### EXERCISE DESCRIPTION
Copy out all lines from the entries below in which "Creekside" occurs.

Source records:

+++

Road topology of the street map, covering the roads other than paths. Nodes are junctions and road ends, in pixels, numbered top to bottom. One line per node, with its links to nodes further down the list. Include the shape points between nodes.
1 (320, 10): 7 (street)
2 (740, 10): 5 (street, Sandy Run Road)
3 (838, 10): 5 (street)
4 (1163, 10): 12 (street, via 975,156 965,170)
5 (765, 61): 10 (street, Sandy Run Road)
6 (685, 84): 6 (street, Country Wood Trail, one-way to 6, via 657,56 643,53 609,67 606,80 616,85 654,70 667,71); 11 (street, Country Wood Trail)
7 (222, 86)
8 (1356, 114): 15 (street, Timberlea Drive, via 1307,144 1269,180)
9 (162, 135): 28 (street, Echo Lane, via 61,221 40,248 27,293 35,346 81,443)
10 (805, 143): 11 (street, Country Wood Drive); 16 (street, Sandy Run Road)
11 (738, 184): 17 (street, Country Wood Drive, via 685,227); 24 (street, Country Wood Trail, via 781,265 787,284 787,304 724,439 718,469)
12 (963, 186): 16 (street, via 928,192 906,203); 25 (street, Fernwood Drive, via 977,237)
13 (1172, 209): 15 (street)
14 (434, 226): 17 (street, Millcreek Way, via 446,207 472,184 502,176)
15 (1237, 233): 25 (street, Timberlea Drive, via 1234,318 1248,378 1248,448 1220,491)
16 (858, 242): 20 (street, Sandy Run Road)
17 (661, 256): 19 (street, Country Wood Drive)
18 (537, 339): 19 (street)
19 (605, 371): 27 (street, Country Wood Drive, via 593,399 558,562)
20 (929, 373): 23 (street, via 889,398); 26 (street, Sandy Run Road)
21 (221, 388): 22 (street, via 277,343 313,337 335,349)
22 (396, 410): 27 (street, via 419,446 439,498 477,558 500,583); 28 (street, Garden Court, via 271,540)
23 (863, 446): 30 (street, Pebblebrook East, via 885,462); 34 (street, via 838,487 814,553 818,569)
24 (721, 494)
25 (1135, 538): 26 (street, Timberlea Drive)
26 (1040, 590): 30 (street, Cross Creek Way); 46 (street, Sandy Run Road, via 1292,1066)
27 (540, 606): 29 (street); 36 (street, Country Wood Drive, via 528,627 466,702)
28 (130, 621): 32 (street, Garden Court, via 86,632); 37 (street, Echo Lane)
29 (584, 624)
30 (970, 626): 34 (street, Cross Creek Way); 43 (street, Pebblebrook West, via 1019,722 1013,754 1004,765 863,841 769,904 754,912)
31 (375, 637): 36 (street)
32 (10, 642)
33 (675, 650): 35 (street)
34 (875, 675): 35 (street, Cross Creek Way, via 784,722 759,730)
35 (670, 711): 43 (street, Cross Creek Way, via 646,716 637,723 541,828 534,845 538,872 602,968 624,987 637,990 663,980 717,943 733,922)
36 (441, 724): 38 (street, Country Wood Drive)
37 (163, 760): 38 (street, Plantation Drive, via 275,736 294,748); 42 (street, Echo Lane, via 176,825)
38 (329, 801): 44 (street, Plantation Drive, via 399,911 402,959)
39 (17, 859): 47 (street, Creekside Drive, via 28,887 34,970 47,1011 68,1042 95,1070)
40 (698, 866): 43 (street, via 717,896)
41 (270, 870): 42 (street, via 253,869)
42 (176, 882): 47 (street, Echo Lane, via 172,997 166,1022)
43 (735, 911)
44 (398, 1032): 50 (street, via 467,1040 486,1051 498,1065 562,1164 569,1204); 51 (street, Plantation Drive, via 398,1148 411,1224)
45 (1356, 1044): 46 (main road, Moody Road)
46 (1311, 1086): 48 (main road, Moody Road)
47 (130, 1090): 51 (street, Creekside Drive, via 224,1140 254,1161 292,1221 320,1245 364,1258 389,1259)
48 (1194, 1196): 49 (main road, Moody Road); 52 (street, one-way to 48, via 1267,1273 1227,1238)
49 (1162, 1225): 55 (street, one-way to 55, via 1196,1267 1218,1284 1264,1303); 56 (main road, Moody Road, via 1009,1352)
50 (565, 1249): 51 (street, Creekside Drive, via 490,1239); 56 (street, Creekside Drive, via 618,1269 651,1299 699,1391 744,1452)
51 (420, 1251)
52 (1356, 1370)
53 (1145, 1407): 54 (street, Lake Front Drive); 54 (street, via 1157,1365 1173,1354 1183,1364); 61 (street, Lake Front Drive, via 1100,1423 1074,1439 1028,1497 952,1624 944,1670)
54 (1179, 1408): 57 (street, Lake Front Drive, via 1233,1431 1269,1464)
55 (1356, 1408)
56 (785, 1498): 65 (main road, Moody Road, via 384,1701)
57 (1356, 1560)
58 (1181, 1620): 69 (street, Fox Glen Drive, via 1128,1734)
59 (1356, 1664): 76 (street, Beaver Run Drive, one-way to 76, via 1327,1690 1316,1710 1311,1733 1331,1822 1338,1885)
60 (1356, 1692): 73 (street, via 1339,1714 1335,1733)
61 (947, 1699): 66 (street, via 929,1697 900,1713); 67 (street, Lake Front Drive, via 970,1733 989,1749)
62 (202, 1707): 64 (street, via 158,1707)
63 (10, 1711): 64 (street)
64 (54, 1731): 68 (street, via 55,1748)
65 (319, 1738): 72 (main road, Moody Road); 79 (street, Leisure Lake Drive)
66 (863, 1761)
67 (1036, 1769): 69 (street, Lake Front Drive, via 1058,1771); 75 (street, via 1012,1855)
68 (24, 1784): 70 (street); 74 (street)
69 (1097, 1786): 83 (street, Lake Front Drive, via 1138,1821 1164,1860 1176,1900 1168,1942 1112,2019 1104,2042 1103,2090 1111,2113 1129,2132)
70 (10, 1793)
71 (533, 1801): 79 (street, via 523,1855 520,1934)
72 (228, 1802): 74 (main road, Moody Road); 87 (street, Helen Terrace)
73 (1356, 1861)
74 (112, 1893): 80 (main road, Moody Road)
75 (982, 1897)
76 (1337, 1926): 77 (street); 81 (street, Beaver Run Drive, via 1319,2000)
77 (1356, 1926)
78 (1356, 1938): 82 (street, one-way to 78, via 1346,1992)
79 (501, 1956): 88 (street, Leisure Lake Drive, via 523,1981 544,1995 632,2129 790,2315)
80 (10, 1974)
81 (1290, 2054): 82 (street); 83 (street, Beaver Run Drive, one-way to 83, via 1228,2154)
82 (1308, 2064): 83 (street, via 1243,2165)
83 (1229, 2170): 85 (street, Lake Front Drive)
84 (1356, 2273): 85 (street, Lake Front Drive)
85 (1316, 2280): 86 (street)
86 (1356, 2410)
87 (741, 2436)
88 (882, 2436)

+++

### REPLY TO THE TASK
39 (17, 859): 47 (street, Creekside Drive, via 28,887 34,970 47,1011 68,1042 95,1070)
47 (130, 1090): 51 (street, Creekside Drive, via 224,1140 254,1161 292,1221 320,1245 364,1258 389,1259)
50 (565, 1249): 51 (street, Creekside Drive, via 490,1239); 56 (street, Creekside Drive, via 618,1269 651,1299 699,1391 744,1452)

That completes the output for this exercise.